TASK DESCRIPTION: Total the lines of the entries below that hold the string "Norwood", then write only that total.
*** THE RECORDS ***
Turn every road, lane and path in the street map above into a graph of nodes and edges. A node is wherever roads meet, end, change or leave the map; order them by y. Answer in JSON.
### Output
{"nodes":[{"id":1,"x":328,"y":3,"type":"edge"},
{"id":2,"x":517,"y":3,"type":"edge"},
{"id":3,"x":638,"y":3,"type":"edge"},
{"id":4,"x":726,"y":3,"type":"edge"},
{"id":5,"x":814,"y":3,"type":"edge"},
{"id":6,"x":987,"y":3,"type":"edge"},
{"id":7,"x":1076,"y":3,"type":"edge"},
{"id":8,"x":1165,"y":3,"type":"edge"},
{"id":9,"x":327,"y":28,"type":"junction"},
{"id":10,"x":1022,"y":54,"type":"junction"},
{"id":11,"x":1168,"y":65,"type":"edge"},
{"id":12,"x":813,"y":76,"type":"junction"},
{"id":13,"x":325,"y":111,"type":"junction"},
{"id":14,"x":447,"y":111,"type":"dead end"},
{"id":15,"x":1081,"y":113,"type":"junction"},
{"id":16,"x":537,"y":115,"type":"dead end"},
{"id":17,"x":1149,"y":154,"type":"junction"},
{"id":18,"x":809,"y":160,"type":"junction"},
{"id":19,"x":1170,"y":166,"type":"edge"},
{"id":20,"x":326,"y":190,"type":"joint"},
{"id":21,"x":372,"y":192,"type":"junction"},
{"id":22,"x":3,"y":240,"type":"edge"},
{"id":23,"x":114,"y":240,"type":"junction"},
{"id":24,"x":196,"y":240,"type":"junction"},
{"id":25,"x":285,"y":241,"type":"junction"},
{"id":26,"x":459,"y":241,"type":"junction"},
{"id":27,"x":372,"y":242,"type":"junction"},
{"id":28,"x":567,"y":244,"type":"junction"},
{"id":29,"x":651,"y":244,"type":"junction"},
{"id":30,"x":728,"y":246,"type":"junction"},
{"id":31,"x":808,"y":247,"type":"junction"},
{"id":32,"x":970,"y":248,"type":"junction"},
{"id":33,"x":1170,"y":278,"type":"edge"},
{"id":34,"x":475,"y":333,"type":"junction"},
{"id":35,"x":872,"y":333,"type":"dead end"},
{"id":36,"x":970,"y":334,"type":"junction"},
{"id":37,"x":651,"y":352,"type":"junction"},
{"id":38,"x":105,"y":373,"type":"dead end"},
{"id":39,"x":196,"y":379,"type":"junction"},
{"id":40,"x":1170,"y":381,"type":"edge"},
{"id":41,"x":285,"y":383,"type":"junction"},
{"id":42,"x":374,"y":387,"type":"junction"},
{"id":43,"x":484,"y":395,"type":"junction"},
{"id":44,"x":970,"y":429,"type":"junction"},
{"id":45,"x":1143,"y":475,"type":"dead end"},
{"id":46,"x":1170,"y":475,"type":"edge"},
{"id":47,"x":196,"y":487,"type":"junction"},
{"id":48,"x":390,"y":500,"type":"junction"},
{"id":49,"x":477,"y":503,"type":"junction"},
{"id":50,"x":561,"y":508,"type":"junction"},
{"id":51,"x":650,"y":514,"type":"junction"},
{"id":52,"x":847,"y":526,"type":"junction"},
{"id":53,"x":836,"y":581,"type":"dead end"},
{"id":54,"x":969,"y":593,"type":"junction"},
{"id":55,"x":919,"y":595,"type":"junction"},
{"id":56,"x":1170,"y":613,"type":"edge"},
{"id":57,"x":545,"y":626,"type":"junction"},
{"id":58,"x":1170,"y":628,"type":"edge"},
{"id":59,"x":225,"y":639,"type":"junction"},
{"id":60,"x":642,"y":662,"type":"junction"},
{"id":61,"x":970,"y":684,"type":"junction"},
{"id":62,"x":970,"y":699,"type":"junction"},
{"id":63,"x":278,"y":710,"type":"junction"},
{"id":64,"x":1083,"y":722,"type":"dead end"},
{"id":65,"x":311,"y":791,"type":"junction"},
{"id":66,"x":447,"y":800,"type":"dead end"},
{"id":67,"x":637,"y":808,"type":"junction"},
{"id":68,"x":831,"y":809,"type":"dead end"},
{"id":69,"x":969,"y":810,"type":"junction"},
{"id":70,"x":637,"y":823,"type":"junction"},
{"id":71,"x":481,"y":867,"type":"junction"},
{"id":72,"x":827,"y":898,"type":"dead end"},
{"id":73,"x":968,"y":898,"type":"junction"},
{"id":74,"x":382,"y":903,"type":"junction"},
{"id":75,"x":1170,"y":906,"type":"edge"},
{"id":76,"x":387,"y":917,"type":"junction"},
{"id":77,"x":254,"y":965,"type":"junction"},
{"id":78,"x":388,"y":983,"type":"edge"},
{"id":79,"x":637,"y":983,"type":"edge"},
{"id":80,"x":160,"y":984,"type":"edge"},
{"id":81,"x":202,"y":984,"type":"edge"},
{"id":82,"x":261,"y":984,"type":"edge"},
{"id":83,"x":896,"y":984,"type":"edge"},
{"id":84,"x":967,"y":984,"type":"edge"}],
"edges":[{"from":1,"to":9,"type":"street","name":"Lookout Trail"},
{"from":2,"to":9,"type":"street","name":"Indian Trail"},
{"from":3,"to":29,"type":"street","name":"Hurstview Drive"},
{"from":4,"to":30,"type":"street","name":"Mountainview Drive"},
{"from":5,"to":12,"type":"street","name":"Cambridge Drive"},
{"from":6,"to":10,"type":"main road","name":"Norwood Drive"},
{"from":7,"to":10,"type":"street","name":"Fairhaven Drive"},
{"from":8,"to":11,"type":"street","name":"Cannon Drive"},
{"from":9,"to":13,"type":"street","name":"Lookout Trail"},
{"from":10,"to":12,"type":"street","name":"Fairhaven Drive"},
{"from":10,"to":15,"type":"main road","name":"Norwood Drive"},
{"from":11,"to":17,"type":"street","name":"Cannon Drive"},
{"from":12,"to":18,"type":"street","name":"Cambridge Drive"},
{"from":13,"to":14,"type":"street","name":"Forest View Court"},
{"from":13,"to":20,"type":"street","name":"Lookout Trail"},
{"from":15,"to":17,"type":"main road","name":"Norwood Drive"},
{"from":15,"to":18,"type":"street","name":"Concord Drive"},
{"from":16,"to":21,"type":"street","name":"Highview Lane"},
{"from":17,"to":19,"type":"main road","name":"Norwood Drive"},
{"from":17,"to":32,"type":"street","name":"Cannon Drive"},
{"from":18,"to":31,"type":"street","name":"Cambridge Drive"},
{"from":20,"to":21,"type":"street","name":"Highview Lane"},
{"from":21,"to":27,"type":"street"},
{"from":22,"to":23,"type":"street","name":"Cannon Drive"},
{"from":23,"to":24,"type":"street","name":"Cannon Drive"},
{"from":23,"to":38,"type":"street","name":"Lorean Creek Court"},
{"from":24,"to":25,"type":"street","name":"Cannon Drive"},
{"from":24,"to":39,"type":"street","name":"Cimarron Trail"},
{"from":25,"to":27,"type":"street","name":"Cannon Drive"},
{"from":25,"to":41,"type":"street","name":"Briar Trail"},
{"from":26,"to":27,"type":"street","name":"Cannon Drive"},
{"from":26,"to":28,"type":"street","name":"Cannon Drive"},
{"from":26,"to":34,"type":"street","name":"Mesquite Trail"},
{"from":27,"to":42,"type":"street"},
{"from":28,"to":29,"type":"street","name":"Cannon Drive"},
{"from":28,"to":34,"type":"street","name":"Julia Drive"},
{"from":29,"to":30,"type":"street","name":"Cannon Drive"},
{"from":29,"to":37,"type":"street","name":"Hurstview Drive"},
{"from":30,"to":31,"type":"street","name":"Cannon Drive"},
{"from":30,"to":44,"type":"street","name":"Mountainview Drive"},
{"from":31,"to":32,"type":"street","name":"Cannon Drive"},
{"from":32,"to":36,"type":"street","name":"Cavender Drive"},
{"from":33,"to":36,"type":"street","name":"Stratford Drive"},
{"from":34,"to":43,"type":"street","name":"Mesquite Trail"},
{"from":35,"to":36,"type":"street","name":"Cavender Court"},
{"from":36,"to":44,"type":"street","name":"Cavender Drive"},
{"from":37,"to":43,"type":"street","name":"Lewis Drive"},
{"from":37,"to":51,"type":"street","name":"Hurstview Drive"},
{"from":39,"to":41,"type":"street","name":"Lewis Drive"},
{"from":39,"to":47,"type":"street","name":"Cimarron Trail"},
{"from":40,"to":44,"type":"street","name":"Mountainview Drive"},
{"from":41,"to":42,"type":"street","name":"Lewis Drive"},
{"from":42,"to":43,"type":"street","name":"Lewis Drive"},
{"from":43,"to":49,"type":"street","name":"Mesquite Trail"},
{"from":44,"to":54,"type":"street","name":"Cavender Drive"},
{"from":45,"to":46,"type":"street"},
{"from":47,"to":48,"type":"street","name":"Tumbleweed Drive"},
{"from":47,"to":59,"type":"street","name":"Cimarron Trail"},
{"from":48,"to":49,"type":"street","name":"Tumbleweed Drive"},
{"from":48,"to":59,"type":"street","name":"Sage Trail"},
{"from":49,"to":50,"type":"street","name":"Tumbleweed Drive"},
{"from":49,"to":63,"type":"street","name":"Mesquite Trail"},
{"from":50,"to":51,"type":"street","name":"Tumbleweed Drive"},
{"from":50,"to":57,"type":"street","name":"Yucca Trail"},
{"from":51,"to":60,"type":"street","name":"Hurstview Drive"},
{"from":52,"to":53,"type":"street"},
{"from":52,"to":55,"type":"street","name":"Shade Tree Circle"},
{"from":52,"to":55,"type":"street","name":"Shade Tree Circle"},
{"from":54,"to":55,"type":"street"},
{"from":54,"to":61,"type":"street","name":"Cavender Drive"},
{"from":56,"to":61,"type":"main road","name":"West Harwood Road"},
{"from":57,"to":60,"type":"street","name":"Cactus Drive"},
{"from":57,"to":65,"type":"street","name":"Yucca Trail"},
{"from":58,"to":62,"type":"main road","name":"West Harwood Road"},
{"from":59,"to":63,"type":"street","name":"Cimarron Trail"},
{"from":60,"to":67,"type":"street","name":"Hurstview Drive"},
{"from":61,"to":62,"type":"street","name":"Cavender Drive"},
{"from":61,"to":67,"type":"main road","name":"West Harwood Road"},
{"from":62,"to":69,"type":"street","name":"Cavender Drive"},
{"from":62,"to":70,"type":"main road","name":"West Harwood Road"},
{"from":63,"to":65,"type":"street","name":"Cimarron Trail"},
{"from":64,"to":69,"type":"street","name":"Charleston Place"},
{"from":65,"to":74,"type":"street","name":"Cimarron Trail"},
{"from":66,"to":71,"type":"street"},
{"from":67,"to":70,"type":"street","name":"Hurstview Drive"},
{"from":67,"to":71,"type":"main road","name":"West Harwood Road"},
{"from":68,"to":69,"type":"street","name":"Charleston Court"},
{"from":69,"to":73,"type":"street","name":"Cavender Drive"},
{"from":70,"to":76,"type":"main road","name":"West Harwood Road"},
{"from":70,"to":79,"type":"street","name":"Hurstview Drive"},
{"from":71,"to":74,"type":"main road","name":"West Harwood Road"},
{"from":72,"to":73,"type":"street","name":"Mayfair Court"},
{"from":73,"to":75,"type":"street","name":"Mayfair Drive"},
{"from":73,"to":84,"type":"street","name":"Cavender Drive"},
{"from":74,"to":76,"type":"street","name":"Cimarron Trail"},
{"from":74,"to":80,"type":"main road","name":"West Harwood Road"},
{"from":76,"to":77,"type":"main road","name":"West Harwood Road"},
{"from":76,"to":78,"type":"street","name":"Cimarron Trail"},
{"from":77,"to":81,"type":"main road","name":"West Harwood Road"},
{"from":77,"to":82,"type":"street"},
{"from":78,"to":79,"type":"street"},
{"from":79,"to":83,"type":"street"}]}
*** End of THE RECORDS ***
SOLVED EXERCISE: 4